The governors of the central banks of three countries that have faced some of the toughest economic challenges in eastern and southern Africa have set out their plans to restart growth and return inflation to low single digits. In interviews with GlobalMarkets the monetary policy chiefs for Zimbabwe, Zambia and Rwanda said they believed they had the tools to deal with increasing fiscal and current account deficits as commodity price remain weak, and with rising levels of inflation.
Investors and analyst say the efforts point in the right direction, but they also say these and other countries also need to deal with systemic issues that hamper investment.
Zimbabwe central bank governor John Mangudya said his country faced increasing fiscal and current account deficits that were feeding off each other.
He is, nevertheless, upbeat, saying the answer is straightforward. “In Africa we need to change the narrative from politics to production. We need to stop talking and focus, because increasing production lets you increase employment and exports, and reduce dependency and, in the end, poverty,” he said.
In Rwanda, National Bank governor John Rwangombwa said the challenges from commodity prices were complicating policy choices, even though the economy was still on track to expand by 6% this year.

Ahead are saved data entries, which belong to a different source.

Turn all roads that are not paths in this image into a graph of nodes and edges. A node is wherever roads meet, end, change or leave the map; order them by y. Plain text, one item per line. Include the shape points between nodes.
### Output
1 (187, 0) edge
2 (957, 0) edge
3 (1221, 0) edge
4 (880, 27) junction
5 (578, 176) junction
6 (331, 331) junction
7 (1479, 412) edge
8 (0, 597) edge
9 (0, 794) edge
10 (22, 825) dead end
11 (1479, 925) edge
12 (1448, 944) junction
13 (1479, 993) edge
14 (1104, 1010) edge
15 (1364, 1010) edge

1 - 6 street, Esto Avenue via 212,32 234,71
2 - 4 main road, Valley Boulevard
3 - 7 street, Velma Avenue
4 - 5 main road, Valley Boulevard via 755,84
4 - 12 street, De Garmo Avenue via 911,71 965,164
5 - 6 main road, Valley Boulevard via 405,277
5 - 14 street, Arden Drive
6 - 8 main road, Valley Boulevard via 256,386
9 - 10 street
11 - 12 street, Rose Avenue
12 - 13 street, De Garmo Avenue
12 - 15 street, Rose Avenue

He said low prices for the country’s exports, as well as drought, were having a negative impact on inflation, which had jumped from 2.5% last year to 6.9% for the past two months. “It is worrisome, but we believe that we will be able to get inflation down around 5%,” he said.
SEDITION CHARGES
Zambia is in a similar situation, but it has the added negative of political uncertainty caused by recent elections. Opposition leader Hakainde Hichilema, who lost the August general election to President Edgar Lungu, was arrested on Thursday on sedition charges, his party reported.
Central bank governor Denny Kalyalya said turbulence created by low commodity prices, particularly copper, had been complicated by the political process. “This has made it harder to make decisions and this has led to a wait-and-see attitude on the part of investors,” he said.
He said high interest rates, around 20%, and inflation, just shy of 19% in September, were creating risks that are keeping capital away. “We know this will pass, but the effects right now have been far reaching on the ground,” he said.
While the steps listed are important, companies in the region and analysts also want to see actions to reduce red tape and corruption.
Reginald Max, who heads up GE’s development and investment unit in Sub-Saharan Africa, said these and other governments in the region need to simplify investment procedures. “Encouraging investment means eliminating red tape. Looking at a 1,000-page document with lots of caveats is really a disincentive for companies considering investments,” he said.